If you’re planning to venture into startups and want to succeed, it’s equally important to break down some of the worst startup tips you shouldn’t follow. 

Create goals along the way

Most startups are rooted on good ideas and profitable goals that’s why it’s important that you come up with a stable marketing and financial plan rather than make up goals along the way. 

Establishing clear-cut goals and a sound business model will help you determine how much you are willing to stake for your company for the long-term. 

Find lots of people to work for you

Hiring the right people for your startup is a skill that’s developed. Some startups hire a lot of professionals in their fold because they think it would help them earn bigger profits but that notion rarely plays out smoothly. Most successful startups develop an eye for talents who can be efficient as well as effective; so hire those that are more quality-oriented than those who merely look good on paper. 

Follow the hype

In the age of social media, following the hype may lead to futile results for startups. Simply relying on what most people are talking about is not enough to get your business up from the ground. Seek facts and numbers so you can gauge your business plans and review current trends in a way that you can make feasible decisions and help your target market regarding their most pressing concerns.   

It’s okay to be a control freak

A lot of bosses, supervisors, and managers want to be in control of everything but micromanaging can sometimes lead to higher attrition rates. Refrain from trying to oversee how everything flows and trust in your staff’s capabilities. At least give your employees some space to deliver the best they can. That’s why you hired them for anyway. 

 Stuck in a rut? Don’t worry! Planning things in advance can really help you out!
Stuck in a rut? Don’t worry! Planning things in advance can really help you out!

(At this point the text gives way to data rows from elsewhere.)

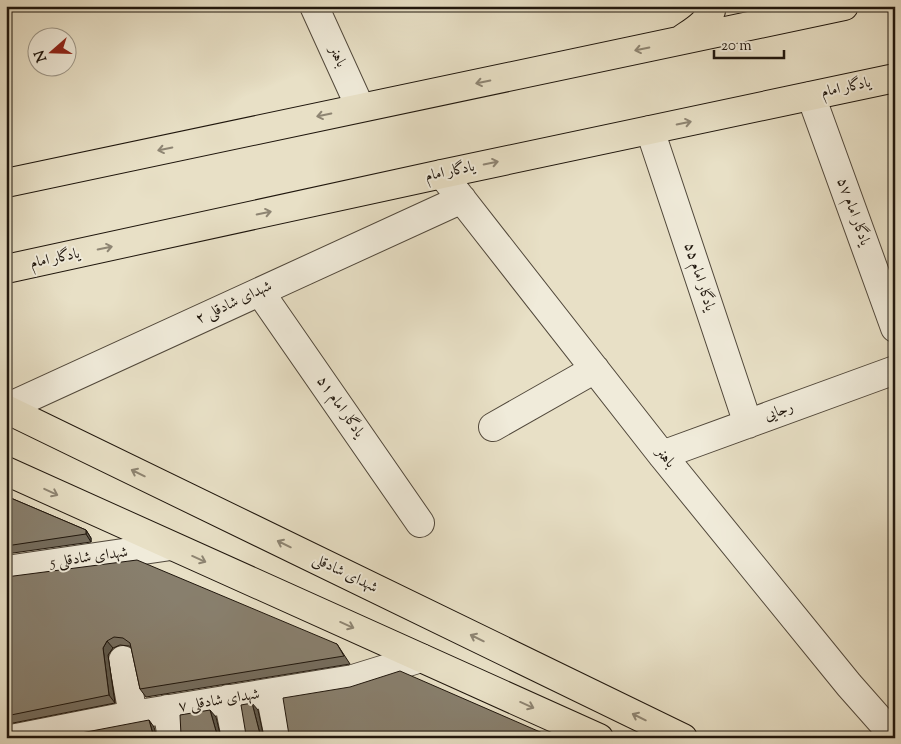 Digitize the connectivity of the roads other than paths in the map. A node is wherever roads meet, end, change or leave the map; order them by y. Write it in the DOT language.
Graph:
graph roads {
  1 [pos="314,6"];
  2 [pos="712,6"];
  3 [pos="844,6"];
  4 [pos="679,42"];
  5 [pos="895,78"];
  6 [pos="811,96"];
  7 [pos="360,107"];
  8 [pos="650,130"];
  9 [pos="442,174"];
  10 [pos="6,183"];
  11 [pos="462,199"];
  12 [pos="6,270"];
  13 [pos="260,292"];
  14 [pos="895,328"];
  15 [pos="595,369"];
  16 [pos="895,370"];
  17 [pos="6,408"];
  18 [pos="748,424"];
  19 [pos="493,428"];
  20 [pos="662,455"];
  21 [pos="6,471"];
  22 [pos="420,523"];
  23 [pos="171,546"];
  24 [pos="6,570"];
  25 [pos="511,654"];
  26 [pos="421,658"];
  27 [pos="123,660"];
  28 [pos="849,685"];
  29 [pos="494,690"];
  30 [pos="270,692"];
  31 [pos="228,700"];
  32 [pos="167,709"];
  33 [pos="130,723"];
  34 [pos="86,731"];
  35 [pos="43,735"];
  36 [pos="895,737"];
  37 [pos="16,738"];
  38 [pos="172,738"];
  39 [pos="236,738"];
  40 [pos="279,738"];
  41 [pos="599,738"];
  42 [pos="683,738"];
  43 [pos="872,738"];
  1 -- 7 [label="street, باهنر"];
  2 -- 4 [label="main road"];
  3 -- 4 [label="main road"];
  4 -- 7 [label="main road, one-way"];
  5 -- 6 [label="main road, یادگار امام"];
  8 -- 6 [label="main road, یادگار امام, one-way"];
  6 -- 14 [label="street, یادگار امام ۵۷"];
  7 -- 10 [label="main road, one-way"];
  9 -- 8 [label="main road, یادگار امام, one-way"];
  8 -- 18 [label="street, یادگار امام ۵۵"];
  9 -- 11 [label="street, باهنر"];
  12 -- 9 [label="main road, یادگار امام, one-way"];
  11 -- 13 [label="street, شهدای شادقلی ۲"];
  11 -- 15 [label="street, باهنر"];
  13 -- 17 [label="street, شهدای شادقلی ۲"];
  13 -- 22 [label="street, یادگار امام ۵۱"];
  15 -- 19 [label="street"];
  15 -- 20 [label="street, باهنر"];
  16 -- 18 [label="street, رجایی"];
  25 -- 17 [label="main road, شهدای شادقلی, one-way"];
  18 -- 20 [label="street, رجایی"];
  20 -- 28 [label="street, باهنر"];
  21 -- 23 [label="main road, one-way"];
  23 -- 24 [label="street, شهدای شادقلی 5"];
  23 -- 26 [label="main road, one-way"];
  25 -- 29 [label="main road"];
  42 -- 25 [label="main road, شهدای شادقلی, one-way"];
  26 -- 29 [label="main road"];
  26 -- 30 [label="street, شهدای شادقلی ۷"];
  27 -- 33 [label="street"];
  28 -- 36 [label="street, باهنر"];
  28 -- 43 [label="street"];
  29 -- 41 [label="main road, one-way"];
  30 -- 31 [label="street, شهدای شادقلی ۷"];
  30 -- 40 [label="street"];
  31 -- 32 [label="street, شهدای شادقلی ۷"];
  31 -- 39 [label="street"];
  32 -- 33 [label="street, شهدای شادقلی ۷"];
  32 -- 38 [label="street"];
  33 -- 34 [label="street, شهدای شادقلی ۷"];
  34 -- 35 [label="street, شهدای شادقلی ۷"];
  35 -- 37 [label="street, شهدای شادقلی ۷"];
} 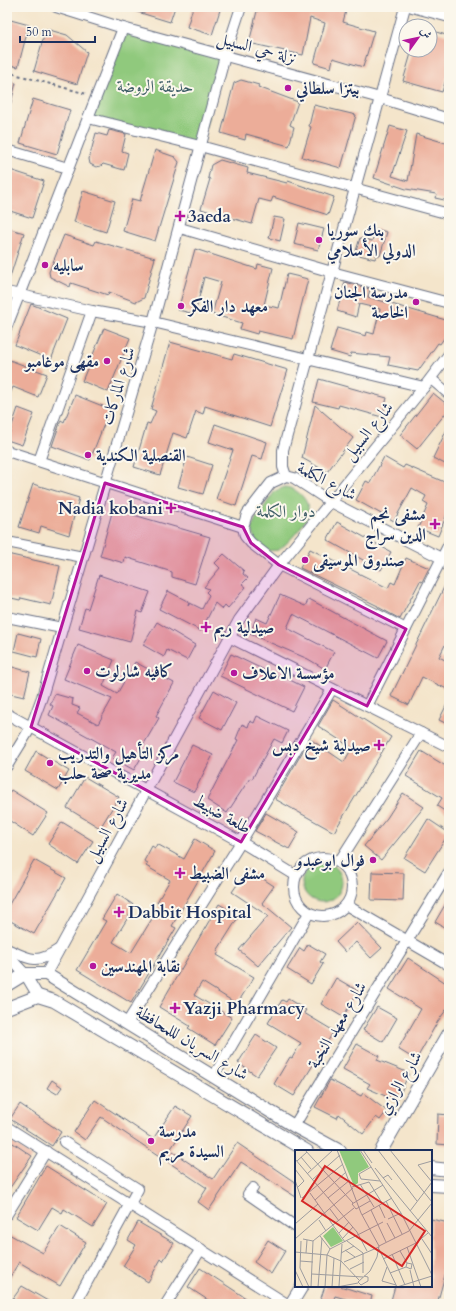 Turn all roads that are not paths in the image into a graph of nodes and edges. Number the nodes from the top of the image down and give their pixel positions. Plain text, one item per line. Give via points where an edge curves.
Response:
1 (56, 7) edge
2 (241, 7) edge
3 (406, 7) edge
4 (412, 7) edge
5 (449, 18) edge
6 (122, 28) junction
7 (225, 56) junction
8 (380, 98) junction
9 (88, 118) junction
10 (449, 119) edge
11 (200, 146) junction
12 (7, 150) edge
13 (68, 168) junction
14 (355, 188) junction
15 (449, 214) edge
16 (180, 228) junction
17 (332, 272) junction
18 (7, 292) edge
19 (19, 296) junction
20 (449, 303) edge
21 (92, 312) junction
22 (153, 322) junction
23 (7, 326) edge
24 (449, 354) edge
25 (308, 359) junction
26 (428, 383) junction
27 (449, 394) edge
28 (7, 450) edge
29 (39, 461) junction
30 (286, 476) junction
31 (105, 483) junction
32 (331, 502) junction
33 (243, 527) junction
34 (7, 542) edge
35 (449, 544) edge
36 (83, 557) junction
37 (445, 560) edge
38 (279, 565) junction
39 (7, 617) edge
40 (62, 628) junction
41 (406, 629) junction
42 (229, 638) junction
43 (332, 689) junction
44 (367, 706) junction
45 (7, 714) edge
46 (31, 727) junction
47 (421, 733) junction
48 (449, 747) edge
49 (7, 766) edge
50 (146, 791) junction
51 (241, 842) junction
52 (339, 862) junction
53 (449, 872) edge
54 (295, 875) junction
55 (346, 905) junction
56 (309, 913) junction
57 (407, 940) junction
58 (7, 949) edge
59 (59, 950) junction
60 (7, 956) edge
61 (449, 965) edge
62 (25, 974) junction
63 (46, 974) junction
64 (7, 985) edge
65 (38, 996) junction
66 (11, 1006) edge
67 (7, 1014) edge
68 (127, 1023) junction
69 (449, 1033) edge
70 (214, 1076) junction
71 (294, 1126) junction
72 (7, 1127) edge
73 (64, 1142) dead end
74 (305, 1150) edge
75 (338, 1150) edge
76 (383, 1150) edge
77 (46, 1151) junction
78 (432, 1168) edge
79 (449, 1170) edge
80 (432, 1185) edge
81 (449, 1186) edge
82 (253, 1188) dead end
83 (130, 1204) junction
84 (7, 1214) edge
85 (295, 1226) edge
86 (201, 1249) junction
87 (301, 1287) edge
88 (75, 1304) edge
89 (166, 1304) edge
90 (287, 1304) edge
91 (291, 1304) edge

1 - 6 street, نزلة حي السبيل
2 - 7 street, شارع الماركات
3 - 8 street
4 - 5 street
6 - 7 street, نزلة حي السبيل
6 - 9 street
7 - 8 street, نزلة حي السبيل
7 - 11 street, شارع الماركات
8 - 10 street, نزلة حي السبيل
8 - 14 street
9 - 11 street
9 - 13 street
11 - 14 street
11 - 16 street, شارع الماركات
12 - 13 street
13 - 19 street
14 - 15 street
14 - 17 street
16 - 17 street
16 - 22 street, شارع الماركات
17 - 20 street
17 - 25 street
18 - 19 street
19 - 21 street
19 - 23 street
21 - 22 street
21 - 29 street
22 - 25 street
22 - 31 street, شارع الماركات
24 - 26 street, شارع السبيل
25 - 26 street
25 - 30 street via 283,450
26 - 27 street
26 - 32 street, شارع السبيل
28 - 29 street
29 - 31 street
30 - 32 street, شارع الكلمة via 294,478
30 - 33 street, شارع الكلمة via 277,479 265,490 247,514
31 - 33 street
31 - 36 street, شارع الماركات
32 - 37 street, شارع الكلمة
32 - 38 street, شارع السبيل
33 - 38 street via 251,543
34 - 36 street
35 - 37 street
36 - 40 street, شارع الماركات
37 - 41 street
38 - 41 street
38 - 42 street, شارع السبيل
39 - 40 street
40 - 46 street, شارع الماركات
41 - 44 street
42 - 43 street
42 - 50 street, شارع السبيل
43 - 44 street
43 - 51 street
44 - 47 street
45 - 46 street, طلعة ضبيط
46 - 49 street, شارع الماركات
46 - 50 street, طلعة ضبيط
47 - 48 street
47 - 52 street
50 - 51 street, طلعة ضبيط
50 - 59 street, شارع السبيل
51 - 54 street, طلعة ضبيط
51 - 68 street
52 - 54 street via 331,858 313,858 305,862
52 - 55 street via 351,877 351,896
53 - 57 street, شارع معهد النخبة
54 - 56 street via 294,893 302,908
55 - 56 street via 325,916
55 - 57 street
56 - 70 street
57 - 61 street
57 - 71 street, شارع معهد النخبة
58 - 59 street via 31,960 48,957
59 - 63 street, شارع السبيل
60 - 62 street
62 - 63 main road
62 - 64 main road
62 - 65 street
63 - 68 main road, شارع السريان لللمحافظة
65 - 66 main road
65 - 74 main road via 54,1001
66 - 67 street
68 - 70 main road, شارع السريان لللمحافظة
69 - 76 main road, شارع الرازي
70 - 71 main road, شارع السريان لللمحافظة
71 - 75 main road, شارع السريان لللمحافظة
72 - 77 street
73 - 83 street via 138,1189
77 - 83 street
77 - 84 street
78 - 79 main road
80 - 81 main road
82 - 85 street via 248,1194
83 - 86 street
83 - 88 street
86 - 89 street
86 - 90 street
87 - 91 main road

Do only what you love to do and don’t do it for money

Doing what you love is not as easy as people make it out to be. If you love what you are doing, the more pressure you may feel in delivering results. Avoid limiting yourself and try to branch out on broader aspects of the business. Do things out of your comfort zone if it means more profit for you.

Work to the bone

Rest is a must and you can’t work long hours and expect brilliant results every time. While some people are good at pulling off all-nighters, there is a difference in being productive and grinding yourself to the point of exhaustion. Balance your time for work and R & R. There’s plenty of chance to work on a flourishing business that will last on for years. 

Base your business decisions on how you feel

This myth in the realm of startups just won’t do you any good. Merely basing your decisions on gut feel is as close to being superstitious regarding the most important matters. While there’s nothing wrong in consulting your emotions on important matters, the truth is that companies succeed on sound decision-making that’s based on facts and critical analysis. 

Be a fierce competitor

This may be one of the best bits of advice for startup founders as they launch their businesses but being fair and a healthy competitor also has their own benefits. Set your perspective in a way that you can learn from others and share good insights without giving away your trade secrets. 

Pretend you’re a winner

Don’t pretend, be one. Your investors and target market can detect pretentiousness smoke on a burning building and it won’t sit well with either. You have to stop making false affirmations and claims when venturing into startups because when you fake something and are found out, it will only mean that either you’re not really reliable or your product is flawed. 

Trust what’s traditional 

Don’t be afraid to innovate because this is what most consumers and investors are really looking for in a product or service. Challenge yourself to break the norm and offer solutions in a different perspective. You get to create novelty and recall by introducing new things for your customers. 

Try to think outside of the box and get out of your comfort zone from time to time so you can end up creating something that has never been done before.